After our little four-day jaunt into southern Iraq during Operation Desert Shield/OperationDesert Storm, my unit, the 3rd Armored Cavalry Regiment was one of the first to be pulled back and sent home. We spent a few days in Camp Cactus just south of the Iraq border doing some repair and refit before putting our tracks on lowboys for the convoy to the port of Jebel. My unit was laagered up outside of the wire of Camp Cactus.

It was the night when I had the sudden and urgent urge to poop. Inside the wire of Camp Cactus were magnificently constructed altars to the poop gods with privacy, real toilet seats, and copious amounts of toilet paper lovingly maintained by our units support personnel. Unfortunately, a visit to those poop palaces would involve a Humvee ride in the dark to the gate to avoid the wire obstacles that surrounded the camp. I had little faith in my ability to navigate the stygian landscape filled with wire obstacles and frankly, I did not have the time.

Instead, I grabbed my e-tool, my trusty and well used squat box, a couple of chem lights and headed off into the desert, counting on the dark to grant the privacy I desired to poop in peace. I picked a spot, dug a hole, placed my squat box (a well-used ammo box with the middle slat removed), and settled down for a nice long gratifying shit. I cracked open a couple of chem lights and hung them from my LBE to mark my position in case there was anyone driving around in the night.

In the distance, I saw a string of lights coming toward me. They kept getting bigger and bigger and were heading directly toward me. I soon realized that the lights were a convoy of vehicles moving south. They passed maybe 20 feet from where I sat mid-poop. My privacy vanished in the glare of multiple headlights as a convoy of mixed tracks and then wheeled vehicles drove by. I do not know what they thought seeing me in the middle of the desert caught in flagrante delicto with my pants around my ankles. Several of the track commanders waved to me as they passed. I waved back.

When the convoy was by me I looked up and saw another string of lights in the distance. The same scene repeated itself. Apparently, the private poop place that I had selected was just a few feet from the MSR (Main Supply Route) that units were using as they pulled out of Iraq.

Though being spotlighted while pooping was embarrassing what was worse was the dust and sand kicked up by the passing vehicles. I was covered in it. It got into ALL of my crevasses. I have heard people compare tough situations being likened to ‘wiping one’s ass with sandpaper’. Since that fateful night, that phrase has a … special … meaning to me. All in all, It was a shitty end to a shitty experience.

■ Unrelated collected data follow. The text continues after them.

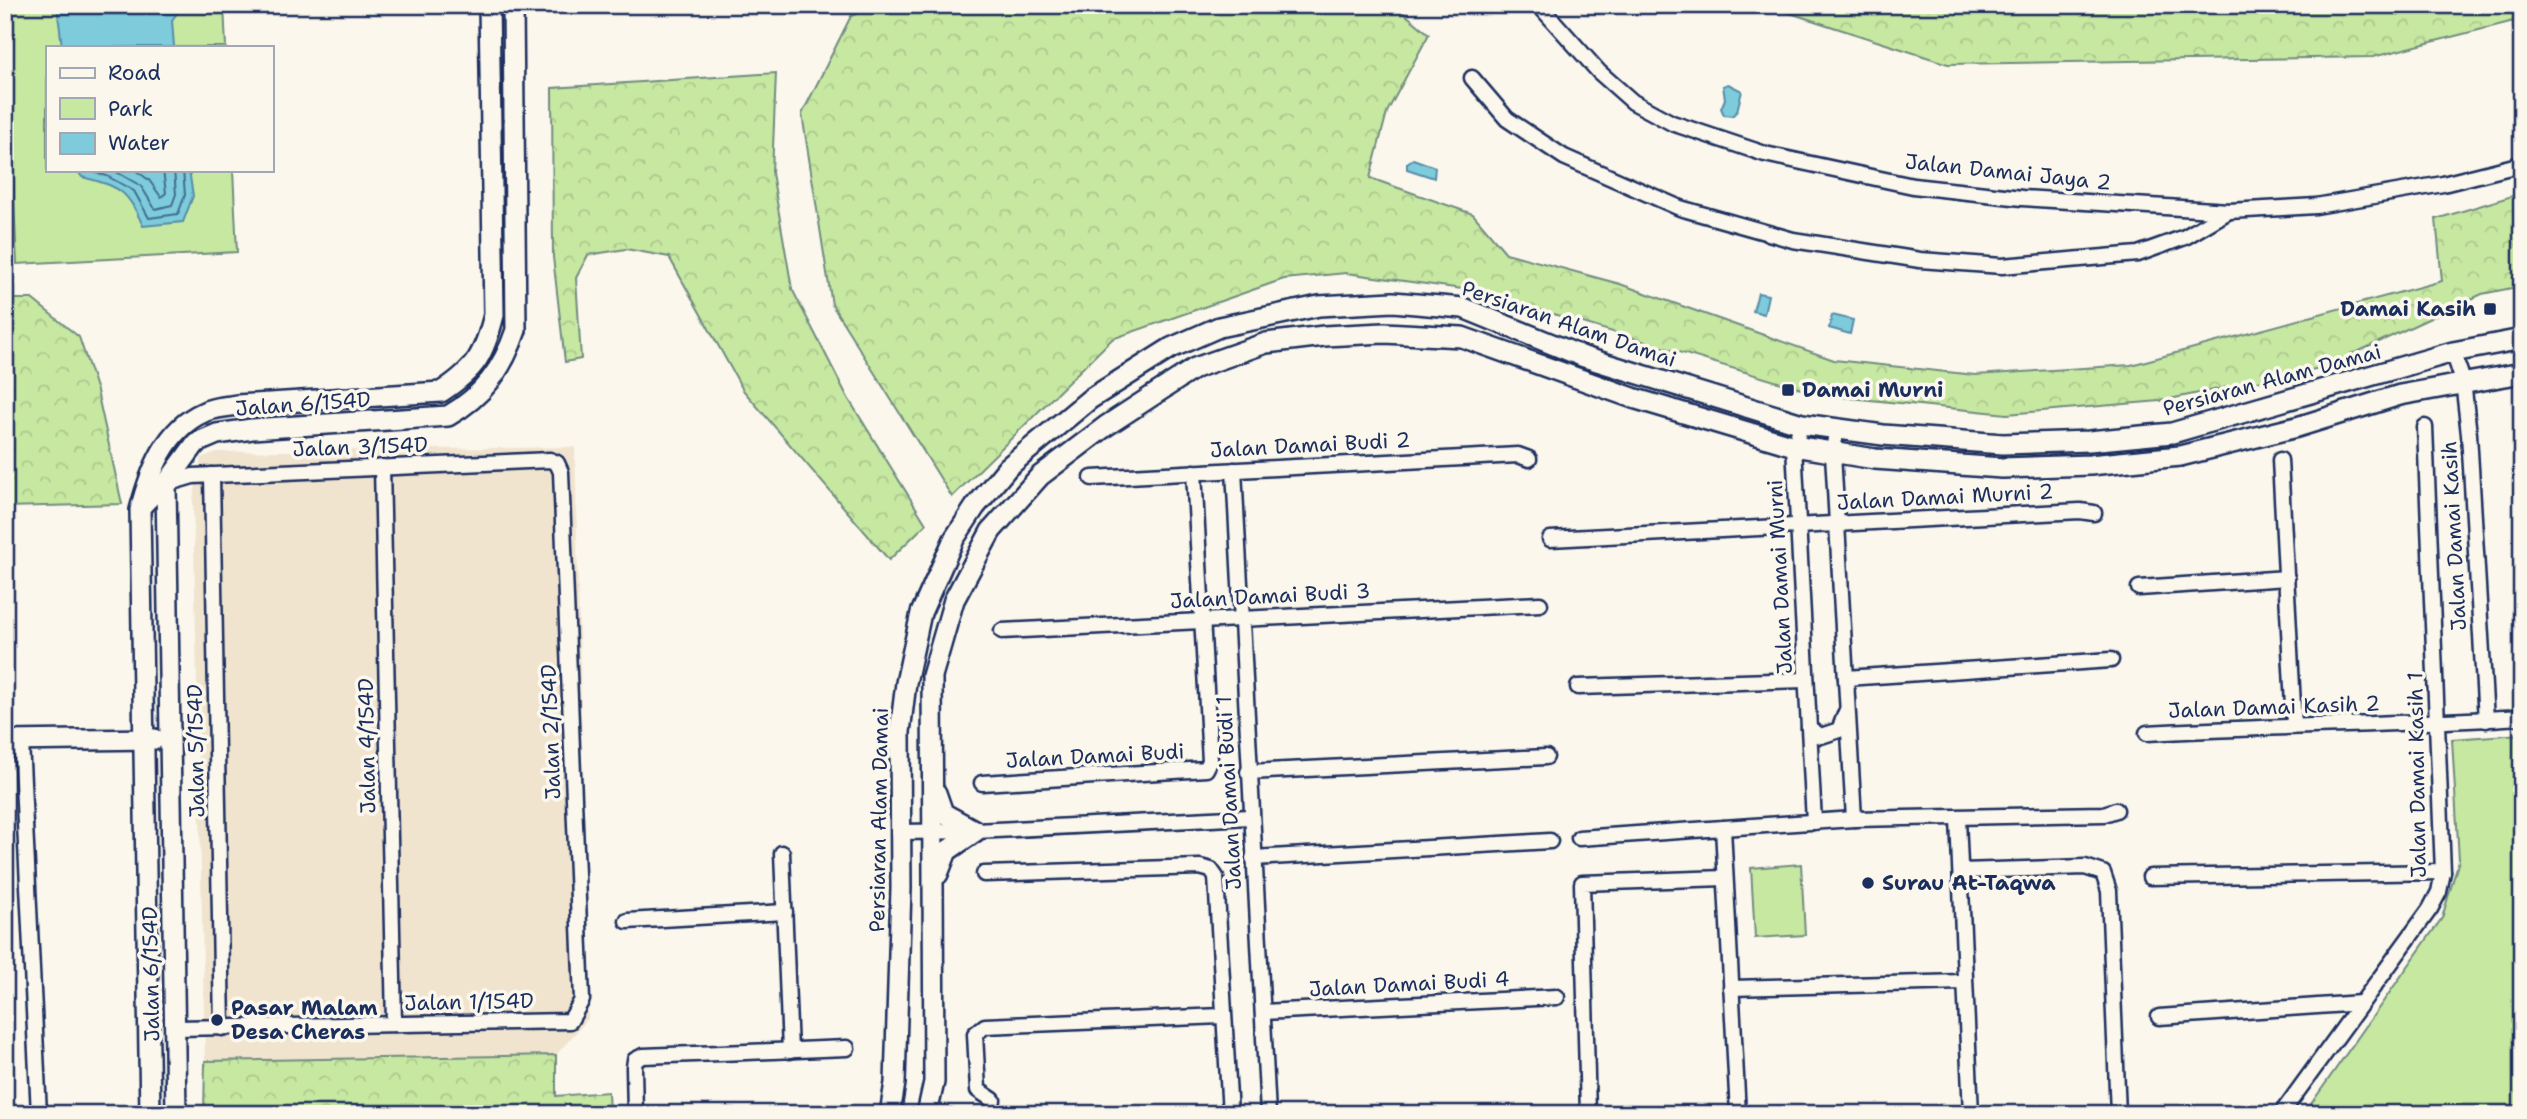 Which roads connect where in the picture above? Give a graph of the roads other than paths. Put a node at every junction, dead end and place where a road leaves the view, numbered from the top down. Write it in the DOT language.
graph roads {
  1 [pos="489,5"];
  2 [pos="513,5"];
  3 [pos="1539,5"];
  4 [pos="1472,78"];
  5 [pos="2522,164"];
  6 [pos="2229,211"];
  7 [pos="1319,306"];
  8 [pos="1324,336"];
  9 [pos="2522,339"];
  10 [pos="2453,352"];
  11 [pos="2522,373"];
  12 [pos="2463,381"];
  13 [pos="1802,424"];
  14 [pos="2425,426"];
  15 [pos="1836,430"];
  16 [pos="1794,446"];
  17 [pos="1833,454"];
  18 [pos="1529,459"];
  19 [pos="2280,460"];
  20 [pos="557,463"];
  21 [pos="382,467"];
  22 [pos="1234,470"];
  23 [pos="1194,472"];
  24 [pos="212,475"];
  25 [pos="1092,478"];
  26 [pos="166,484"];
  27 [pos="140,510"];
  28 [pos="2094,513"];
  29 [pos="1838,524"];
  30 [pos="1798,527"];
  31 [pos="1550,539"];
  32 [pos="2287,578"];
  33 [pos="2139,588"];
  34 [pos="1540,604"];
  35 [pos="1240,619"];
  36 [pos="1202,620"];
  37 [pos="1002,631"];
  38 [pos="2111,660"];
  39 [pos="1846,678"];
  40 [pos="1806,680"];
  41 [pos="1578,687"];
  42 [pos="144,697"];
  43 [pos="1848,707"];
  44 [pos="2522,717"];
  45 [pos="2486,720"];
  46 [pos="2438,723"];
  47 [pos="2294,725"];
  48 [pos="1809,728"];
  49 [pos="2147,733"];
  50 [pos="144,739"];
  51 [pos="170,739"];
  52 [pos="118,740"];
  53 [pos="13,741"];
  54 [pos="1546,757"];
  55 [pos="145,769"];
  56 [pos="1248,772"];
  57 [pos="932,782"];
  58 [pos="982,783"];
  59 [pos="2116,810"];
  60 [pos="1250,817"];
  61 [pos="1958,818"];
  62 [pos="1854,819"];
  63 [pos="1814,822"];
  64 [pos="1723,828"];
  65 [pos="976,831"];
  66 [pos="900,832"];
  67 [pos="933,833"];
  68 [pos="1579,838"];
  69 [pos="1550,841"];
  70 [pos="782,853"];
  71 [pos="1253,858"];
  72 [pos="1961,871"];
  73 [pos="2443,872"];
  74 [pos="984,874"];
  75 [pos="2150,877"];
  76 [pos="1725,878"];
  77 [pos="934,885"];
  78 [pos="785,912"];
  79 [pos="627,921"];
  80 [pos="1964,982"];
  81 [pos="1731,988"];
  82 [pos="1557,998"];
  83 [pos="582,1000"];
  84 [pos="2361,1003"];
  85 [pos="1263,1012"];
  86 [pos="1222,1016"];
  87 [pos="2159,1017"];
  88 [pos="394,1024"];
  89 [pos="149,1028"];
  90 [pos="174,1028"];
  91 [pos="222,1028"];
  92 [pos="847,1048"];
  93 [pos="790,1051"];
  94 [pos="993,1100"];
  95 [pos="39,1114"];
  96 [pos="150,1114"];
  97 [pos="176,1114"];
  98 [pos="635,1114"];
  99 [pos="890,1114"];
  100 [pos="928,1114"];
  101 [pos="1230,1114"];
  102 [pos="1268,1114"];
  103 [pos="1588,1114"];
  104 [pos="1738,1114"];
  105 [pos="1971,1114"];
  106 [pos="2118,1114"];
  107 [pos="2281,1114"];
  1 -- 27 [label="street, Jalan 6/154D"];
  2 -- 26 [label="street, Jalan 6/154D"];
  3 -- 6 [label="street, Jalan Damai Jaya 2"];
  4 -- 6 [label="street"];
  5 -- 6 [label="street, Jalan Damai Jaya 2"];
  7 -- 8 [label="street"];
  7 -- 13 [label="street, Persiaran Alam Damai"];
  7 -- 66 [label="street, Persiaran Alam Damai"];
  8 -- 16 [label="street"];
  8 -- 57 [label="street"];
  9 -- 10 [label="street, Persiaran Alam Damai"];
  10 -- 12 [label="street, Jalan Damai Kasih"];
  10 -- 15 [label="street, Persiaran Alam Damai"];
  11 -- 12 [label="street"];
  12 -- 17 [label="street"];
  12 -- 45 [label="street, Jalan Damai Kasih"];
  13 -- 15 [label="street, Persiaran Alam Damai"];
  13 -- 16 [label="street, Jalan Damai Murni"];
  14 -- 46 [label="street, Jalan Damai Kasih 1"];
  15 -- 17 [label="street"];
  16 -- 17 [label="street"];
  16 -- 30 [label="street, Jalan Damai Murni"];
  17 -- 29 [label="street"];
  18 -- 22 [label="street, Jalan Damai Budi 2"];
  19 -- 32 [label="street"];
  20 -- 21 [label="street, Jalan 3/154D"];
  20 -- 83 [label="street, Jalan 2/154D"];
  21 -- 24 [label="street, Jalan 3/154D"];
  21 -- 88 [label="street, Jalan 4/154D"];
  22 -- 23 [label="street, Jalan Damai Budi 2"];
  22 -- 35 [label="street, Jalan Damai Budi 1"];
  23 -- 25 [label="street, Jalan Damai Budi 2"];
  23 -- 36 [label="street, Jalan Damai Budi"];
  24 -- 26 [label="street, Jalan 3/154D"];
  24 -- 91 [label="street, Jalan 5/154D"];
  26 -- 27 [label="street"];
  26 -- 51 [label="street, Jalan 6/154D"];
  27 -- 42 [label="street, Jalan 6/154D"];
  28 -- 29 [label="street, Jalan Damai Murni 2"];
  29 -- 30 [label="street, Jalan Damai Murni 2"];
  29 -- 39 [label="street"];
  30 -- 31 [label="street, Jalan Damai Murni 2"];
  30 -- 40 [label="street, Jalan Damai Murni"];
  32 -- 33 [label="street"];
  32 -- 47 [label="street"];
  34 -- 35 [label="street, Jalan Damai Budi 3"];
  35 -- 36 [label="street, Jalan Damai Budi 3"];
  35 -- 56 [label="street, Jalan Damai Budi 1"];
  36 -- 37 [label="street, Jalan Damai Budi 3"];
  36 -- 58 [label="street, Jalan Damai Budi"];
  38 -- 39 [label="street"];
  39 -- 43 [label="street"];
  40 -- 41 [label="street"];
  40 -- 48 [label="street, Jalan Damai Murni"];
  42 -- 50 [label="street, Jalan 6/154D"];
  42 -- 52 [label="street"];
  43 -- 48 [label="street"];
  43 -- 62 [label="street"];
  44 -- 45 [label="street, Jalan Damai Kasih 2"];
  45 -- 46 [label="street, Jalan Damai Kasih 2"];
  46 -- 47 [label="street, Jalan Damai Kasih 2"];
  46 -- 73 [label="street, Jalan Damai Kasih 1"];
  47 -- 49 [label="street, Jalan Damai Kasih 2"];
  48 -- 63 [label="street, Jalan Damai Murni"];
  50 -- 51 [label="street"];
  50 -- 52 [label="street"];
  50 -- 55 [label="street, Jalan 6/154D"];
  51 -- 90 [label="street, Jalan 6/154D"];
  52 -- 53 [label="street"];
  52 -- 55 [label="street"];
  53 -- 95 [label="street"];
  54 -- 56 [label="street"];
  55 -- 89 [label="street, Jalan 6/154D"];
  56 -- 60 [label="street, Jalan Damai Budi 1"];
  57 -- 65 [label="street"];
  57 -- 67 [label="street"];
  59 -- 61 [label="street"];
  60 -- 65 [label="street"];
  60 -- 71 [label="street, Jalan Damai Budi 1"];
  61 -- 62 [label="street"];
  61 -- 72 [label="street"];
  62 -- 63 [label="street"];
  63 -- 64 [label="street"];
  64 -- 68 [label="street"];
  64 -- 76 [label="street"];
  65 -- 67 [label="street"];
  65 -- 77 [label="street"];
  66 -- 67 [label="street"];
  66 -- 99 [label="street, Persiaran Alam Damai"];
  67 -- 77 [label="street"];
  69 -- 71 [label="street"];
  70 -- 78 [label="street"];
  71 -- 85 [label="street, Jalan Damai Budi 1"];
  72 -- 80 [label="street"];
  72 -- 106 [label="street"];
  73 -- 75 [label="street"];
  73 -- 84 [label="street, Jalan Damai Kasih 1"];
  74 -- 86 [label="street"];
  76 -- 81 [label="street"];
  76 -- 103 [label="street"];
  77 -- 100 [label="street"];
  78 -- 79 [label="street"];
  78 -- 93 [label="street"];
  80 -- 81 [label="street"];
  80 -- 105 [label="street"];
  81 -- 104 [label="street"];
  82 -- 85 [label="street, Jalan Damai Budi 4"];
  83 -- 88 [label="street, Jalan 1/154D"];
  84 -- 87 [label="street"];
  84 -- 107 [label="street, Jalan Damai Kasih 1"];
  85 -- 102 [label="street, Jalan Damai Budi 1"];
  86 -- 94 [label="street"];
  86 -- 101 [label="street"];
  88 -- 91 [label="street, Jalan 1/154D"];
  89 -- 90 [label="street"];
  89 -- 96 [label="street, Jalan 6/154D"];
  90 -- 91 [label="street, Jalan 1/154D"];
  90 -- 97 [label="street, Jalan 6/154D"];
  92 -- 93 [label="street"];
  93 -- 98 [label="street"];
}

“WPM” deployed to Desert Shield/Desert Storm fresh out of Officer Basic Course and joined the 3rd ACR, where he spent 4 years as a Field Artillery officer. (God loves the Field Artillery! As an example of God’s love, the first record of a Fire Support Officer is in the Bible, in which the prophet Elijah on three occasions called down fire on his enemies. 1 Kings 18:38 and 2 Kings 1:12-14.) He left the active Army in 1994 and was in the National Guard from 1996 to 2006. He is now a veteran service officer with the Oklahoma Department of Veteran Affair, where he helps the veterans of Oklahoma secure the VA benefits that they have earned.